■ What the task requires ■
Please repeat the records below exactly, from the first line through the line containing "0 #828080) drop-shadow(-2px", and nothing more.

____ Data

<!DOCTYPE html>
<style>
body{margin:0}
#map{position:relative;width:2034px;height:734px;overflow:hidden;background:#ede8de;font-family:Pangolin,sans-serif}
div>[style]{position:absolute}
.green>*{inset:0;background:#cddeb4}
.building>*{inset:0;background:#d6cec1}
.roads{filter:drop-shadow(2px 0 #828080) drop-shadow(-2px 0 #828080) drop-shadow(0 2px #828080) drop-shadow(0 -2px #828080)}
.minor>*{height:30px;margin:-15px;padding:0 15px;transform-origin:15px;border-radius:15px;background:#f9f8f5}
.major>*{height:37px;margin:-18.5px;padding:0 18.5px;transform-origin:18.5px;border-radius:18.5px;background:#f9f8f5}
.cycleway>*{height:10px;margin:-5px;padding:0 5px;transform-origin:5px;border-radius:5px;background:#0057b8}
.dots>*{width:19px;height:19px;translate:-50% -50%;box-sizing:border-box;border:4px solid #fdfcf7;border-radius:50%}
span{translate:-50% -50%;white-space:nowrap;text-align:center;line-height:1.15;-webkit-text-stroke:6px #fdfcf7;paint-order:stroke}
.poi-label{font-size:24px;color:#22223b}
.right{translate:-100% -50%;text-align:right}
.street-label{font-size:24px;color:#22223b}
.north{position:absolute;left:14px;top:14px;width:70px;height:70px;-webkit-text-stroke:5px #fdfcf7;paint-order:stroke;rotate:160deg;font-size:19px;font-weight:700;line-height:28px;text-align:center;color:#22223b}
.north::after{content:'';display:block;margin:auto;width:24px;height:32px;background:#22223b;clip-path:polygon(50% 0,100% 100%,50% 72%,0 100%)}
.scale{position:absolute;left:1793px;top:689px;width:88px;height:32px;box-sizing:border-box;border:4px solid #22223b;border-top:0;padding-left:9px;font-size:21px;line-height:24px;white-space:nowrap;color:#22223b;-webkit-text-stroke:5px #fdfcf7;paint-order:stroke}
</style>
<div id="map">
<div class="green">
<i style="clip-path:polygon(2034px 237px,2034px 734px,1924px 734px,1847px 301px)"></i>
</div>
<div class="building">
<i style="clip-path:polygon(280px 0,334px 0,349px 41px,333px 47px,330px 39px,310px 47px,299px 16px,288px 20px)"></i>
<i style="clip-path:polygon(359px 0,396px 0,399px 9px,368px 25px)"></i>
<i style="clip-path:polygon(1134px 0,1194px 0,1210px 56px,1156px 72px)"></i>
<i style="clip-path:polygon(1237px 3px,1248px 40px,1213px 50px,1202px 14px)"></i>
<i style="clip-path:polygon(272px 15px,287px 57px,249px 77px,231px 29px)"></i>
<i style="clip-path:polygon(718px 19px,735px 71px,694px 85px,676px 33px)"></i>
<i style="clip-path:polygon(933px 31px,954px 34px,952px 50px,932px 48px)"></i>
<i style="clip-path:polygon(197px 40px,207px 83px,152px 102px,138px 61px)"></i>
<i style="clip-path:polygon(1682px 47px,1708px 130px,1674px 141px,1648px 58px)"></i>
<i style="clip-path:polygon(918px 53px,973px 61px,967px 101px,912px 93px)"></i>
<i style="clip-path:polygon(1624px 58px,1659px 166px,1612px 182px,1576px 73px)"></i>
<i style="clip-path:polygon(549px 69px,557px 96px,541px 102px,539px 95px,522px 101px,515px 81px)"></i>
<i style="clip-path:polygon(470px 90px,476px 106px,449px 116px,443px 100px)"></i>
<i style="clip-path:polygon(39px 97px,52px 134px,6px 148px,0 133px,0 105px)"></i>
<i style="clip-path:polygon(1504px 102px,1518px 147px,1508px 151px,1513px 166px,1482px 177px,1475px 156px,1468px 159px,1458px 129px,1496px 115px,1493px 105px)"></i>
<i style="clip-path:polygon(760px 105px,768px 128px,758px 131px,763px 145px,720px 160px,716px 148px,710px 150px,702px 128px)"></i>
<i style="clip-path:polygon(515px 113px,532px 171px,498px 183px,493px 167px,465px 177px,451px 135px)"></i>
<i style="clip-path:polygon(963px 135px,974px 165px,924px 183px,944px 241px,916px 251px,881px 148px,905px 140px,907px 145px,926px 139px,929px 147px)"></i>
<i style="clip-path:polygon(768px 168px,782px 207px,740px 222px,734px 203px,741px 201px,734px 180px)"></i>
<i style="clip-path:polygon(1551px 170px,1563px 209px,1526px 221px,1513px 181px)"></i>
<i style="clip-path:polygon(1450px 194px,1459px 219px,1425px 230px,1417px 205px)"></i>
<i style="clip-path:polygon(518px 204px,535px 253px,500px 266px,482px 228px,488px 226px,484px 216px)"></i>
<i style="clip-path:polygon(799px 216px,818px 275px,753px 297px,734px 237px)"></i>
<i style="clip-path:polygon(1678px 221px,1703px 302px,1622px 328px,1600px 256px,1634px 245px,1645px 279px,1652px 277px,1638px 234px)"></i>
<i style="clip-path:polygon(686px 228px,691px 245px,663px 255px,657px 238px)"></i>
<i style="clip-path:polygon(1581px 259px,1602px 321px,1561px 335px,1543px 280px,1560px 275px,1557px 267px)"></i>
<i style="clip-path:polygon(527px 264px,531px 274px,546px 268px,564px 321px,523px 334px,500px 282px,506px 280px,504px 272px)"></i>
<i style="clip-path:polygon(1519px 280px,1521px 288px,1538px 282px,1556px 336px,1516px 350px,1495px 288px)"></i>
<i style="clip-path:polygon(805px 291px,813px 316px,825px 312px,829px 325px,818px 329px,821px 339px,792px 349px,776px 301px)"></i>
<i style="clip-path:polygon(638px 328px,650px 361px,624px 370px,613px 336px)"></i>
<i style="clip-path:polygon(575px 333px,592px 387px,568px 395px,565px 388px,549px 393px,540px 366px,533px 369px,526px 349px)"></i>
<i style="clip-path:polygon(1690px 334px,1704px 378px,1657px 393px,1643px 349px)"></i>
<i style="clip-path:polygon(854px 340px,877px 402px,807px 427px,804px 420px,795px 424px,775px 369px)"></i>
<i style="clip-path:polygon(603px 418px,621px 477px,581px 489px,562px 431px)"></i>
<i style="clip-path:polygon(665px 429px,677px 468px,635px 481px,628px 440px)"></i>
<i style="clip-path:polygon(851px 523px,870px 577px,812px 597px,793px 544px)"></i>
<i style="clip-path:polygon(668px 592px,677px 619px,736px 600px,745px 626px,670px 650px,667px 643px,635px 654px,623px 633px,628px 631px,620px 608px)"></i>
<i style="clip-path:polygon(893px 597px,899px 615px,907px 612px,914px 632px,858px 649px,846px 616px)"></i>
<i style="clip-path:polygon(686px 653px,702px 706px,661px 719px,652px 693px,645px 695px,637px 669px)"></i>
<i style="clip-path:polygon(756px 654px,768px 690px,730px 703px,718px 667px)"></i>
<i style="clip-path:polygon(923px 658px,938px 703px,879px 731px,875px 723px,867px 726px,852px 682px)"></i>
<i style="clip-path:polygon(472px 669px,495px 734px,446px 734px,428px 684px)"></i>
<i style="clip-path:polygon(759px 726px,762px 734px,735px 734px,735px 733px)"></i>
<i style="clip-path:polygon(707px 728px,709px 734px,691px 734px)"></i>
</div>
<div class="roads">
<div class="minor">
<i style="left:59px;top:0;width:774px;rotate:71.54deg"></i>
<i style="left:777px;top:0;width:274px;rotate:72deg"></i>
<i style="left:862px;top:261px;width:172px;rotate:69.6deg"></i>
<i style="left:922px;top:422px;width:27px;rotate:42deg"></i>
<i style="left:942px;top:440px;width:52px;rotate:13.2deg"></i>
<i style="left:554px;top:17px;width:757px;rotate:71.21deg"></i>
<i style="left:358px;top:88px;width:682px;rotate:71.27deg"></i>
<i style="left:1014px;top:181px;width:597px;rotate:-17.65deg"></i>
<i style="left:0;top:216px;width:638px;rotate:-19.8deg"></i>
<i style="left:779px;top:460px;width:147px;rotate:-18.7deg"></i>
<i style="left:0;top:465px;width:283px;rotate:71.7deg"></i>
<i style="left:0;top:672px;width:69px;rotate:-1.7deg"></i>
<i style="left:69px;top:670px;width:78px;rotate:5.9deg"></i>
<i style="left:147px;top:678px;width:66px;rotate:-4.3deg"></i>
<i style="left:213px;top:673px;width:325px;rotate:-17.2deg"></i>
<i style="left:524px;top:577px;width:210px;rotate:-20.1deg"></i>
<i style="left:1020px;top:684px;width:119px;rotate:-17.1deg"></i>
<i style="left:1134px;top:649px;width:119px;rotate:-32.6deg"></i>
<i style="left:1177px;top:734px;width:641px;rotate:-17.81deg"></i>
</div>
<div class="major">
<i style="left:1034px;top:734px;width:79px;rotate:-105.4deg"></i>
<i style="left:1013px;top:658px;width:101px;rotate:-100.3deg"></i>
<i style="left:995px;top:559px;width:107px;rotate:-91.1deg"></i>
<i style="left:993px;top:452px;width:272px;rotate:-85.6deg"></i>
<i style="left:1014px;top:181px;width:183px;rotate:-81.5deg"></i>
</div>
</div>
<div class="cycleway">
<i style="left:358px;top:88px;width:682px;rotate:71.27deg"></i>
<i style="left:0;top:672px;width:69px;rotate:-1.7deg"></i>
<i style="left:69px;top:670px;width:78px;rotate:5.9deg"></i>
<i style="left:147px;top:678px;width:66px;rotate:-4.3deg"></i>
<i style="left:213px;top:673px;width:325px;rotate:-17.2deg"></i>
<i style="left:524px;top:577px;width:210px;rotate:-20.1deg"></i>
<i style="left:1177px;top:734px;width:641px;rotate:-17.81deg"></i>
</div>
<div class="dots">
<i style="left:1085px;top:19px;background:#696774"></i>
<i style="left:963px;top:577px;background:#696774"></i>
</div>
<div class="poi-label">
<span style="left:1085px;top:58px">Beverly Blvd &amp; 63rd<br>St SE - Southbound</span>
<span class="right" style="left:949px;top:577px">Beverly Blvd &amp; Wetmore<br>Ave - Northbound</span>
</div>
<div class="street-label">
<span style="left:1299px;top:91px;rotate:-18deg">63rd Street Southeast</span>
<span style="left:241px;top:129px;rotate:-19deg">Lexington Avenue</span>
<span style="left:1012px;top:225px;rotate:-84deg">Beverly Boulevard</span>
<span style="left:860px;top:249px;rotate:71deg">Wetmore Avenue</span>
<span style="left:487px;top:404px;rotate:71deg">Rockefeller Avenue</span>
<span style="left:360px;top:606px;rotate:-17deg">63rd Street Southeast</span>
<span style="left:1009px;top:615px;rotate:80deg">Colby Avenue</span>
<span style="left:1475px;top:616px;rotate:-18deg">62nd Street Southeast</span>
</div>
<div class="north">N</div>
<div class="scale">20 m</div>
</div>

________

■ Your response ■
<!DOCTYPE html>
<style>
body{margin:0}
#map{position:relative;width:2034px;height:734px;overflow:hidden;background:#ede8de;font-family:Pangolin,sans-serif}
div>[style]{position:absolute}
.green>*{inset:0;background:#cddeb4}
.building>*{inset:0;background:#d6cec1}
.roads{filter:drop-shadow(2px 0 #828080) drop-shadow(-2px 0 #828080) drop-shadow(0 2px #828080) drop-shadow(0 -2px #828080)}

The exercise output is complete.